V. El acoso sexual ataca la dignidad de la persona

¿Cuándo un comportamiento tiene el propósito o produce el efecto de atentar contra la dignidad de una persona? A nuestro juicio, la respuesta coherente con la objetividad del comportamiento derivada de la definición legal es que un comportamiento tiene el propósito o produce el efecto de atentar contra la dignidad de una persona cuando el acosador debe saber o sabe que su comportamiento es ofensivo, lo que supone incluir en el concepto de acoso sexual dos clases de comportamientos:

(a) En primer lugar, aquellos que el acosador, aunque nada le manifestara la víctima acerca de su rechazo al comportamiento, debiera saber que son ofensivos en atención a su gravedad -realizando al respecto un juicio sobre valores constitucionales, y en ningún caso un juicio de moralidad-, y a las circunstancias concurrentes -de tiempo y lugar, así como de condición de los diferentes intervinientes-, de las cuales dos circunstancias eventualmente concurrentes destacan por su habitual conflictividad:

- la previa actuación de la víctima, que solo debe ser relevante cuando, mediante insinuación de contenido inequívoco, haya consentimiento a la aproximación sexual -no siéndolo cuando hay un chantaje sexual porque siempre media intimidación al existir un temor racional y fundado, basado en el poder del acosador dentro de la relación laboral, a un mal inminente y grave, consistente en la pérdida de un derecho o en la no obtención de una expectativa- manifestado claramente -apreciando la manifestación con criterios objetivos y nunca con el criterio subjetivo del acosador-; y

- la existencia de previa relación sexual consentida, en cuyo caso es razonable exigir -frente a la regla general de no exigir decir no- la previa negativa de quien la rompe para poder hablar de un posterior acoso sexual -salvo si se tratase de una aproximación sexual con un componente coactivo especialmente fuerte, en cuyo caso aún no mediando esa negativa se podría considerar la existencia de un acoso sexual-.

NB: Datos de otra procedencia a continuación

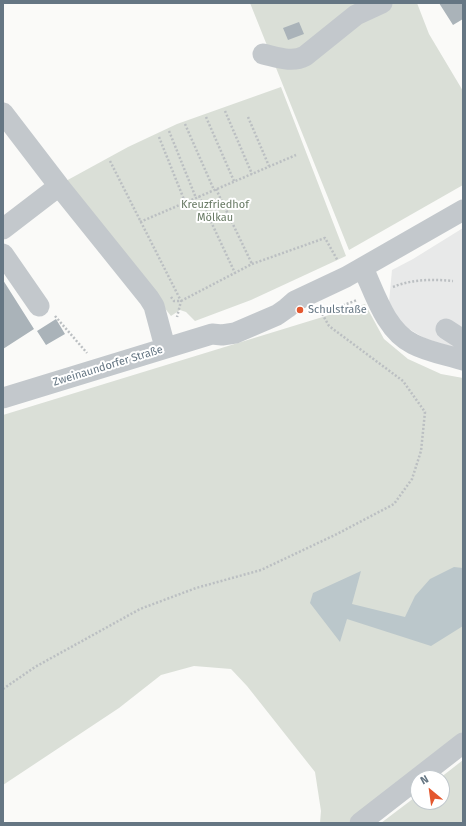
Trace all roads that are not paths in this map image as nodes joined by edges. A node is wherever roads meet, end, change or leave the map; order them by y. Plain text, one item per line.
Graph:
1 (382, 3) edge
2 (263, 54) dead end
3 (3, 113) edge
4 (59, 186) junction
5 (463, 210) edge
6 (3, 229) edge
7 (3, 254) edge
8 (363, 268) junction
9 (39, 306) road end
10 (446, 329) dead end
11 (463, 340) edge
12 (165, 347) junction
13 (463, 360) edge
14 (3, 398) edge
15 (463, 743) edge
16 (428, 770) edge
17 (410, 784) edge
18 (360, 823) edge

1 - 2 street
3 - 4 street
4 - 6 street
4 - 12 street
5 - 8 street, Zweinaundorfer Straße
7 - 9 street
8 - 12 street, Zweinaundorfer Straße
8 - 13 street
10 - 11 street
12 - 14 street, Zweinaundorfer Straße
15 - 16 street
17 - 18 street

(b) En segundo lugar, aquellos que el acosador, aunque no se puedan considerar ofensivos en atención a su gravedad y circunstancias concurrentes, sabe que son ofensivos para la víctima porque esta se lo manifestó expresamente o mediante actuación de contenido inequívoco. Por ejemplo, una mirada, aún de cierta persistencia, no es objetivamente ofensiva, pero si a su receptor/a le es molesta y así se lo manifiesta al emisor/a, su reiteración resultaría antijurídica y sería constitutiva de un acoso sexual. Tampoco una invitación a verse fuera de las horas de trabajo sin mediar ninguna forma de coacción explícita o implícita, pero sí la reiteración ante la negativa de la persona.

Este artículo ha sido publicado en la "Revista de Jurisprudencia" en abril de 2020.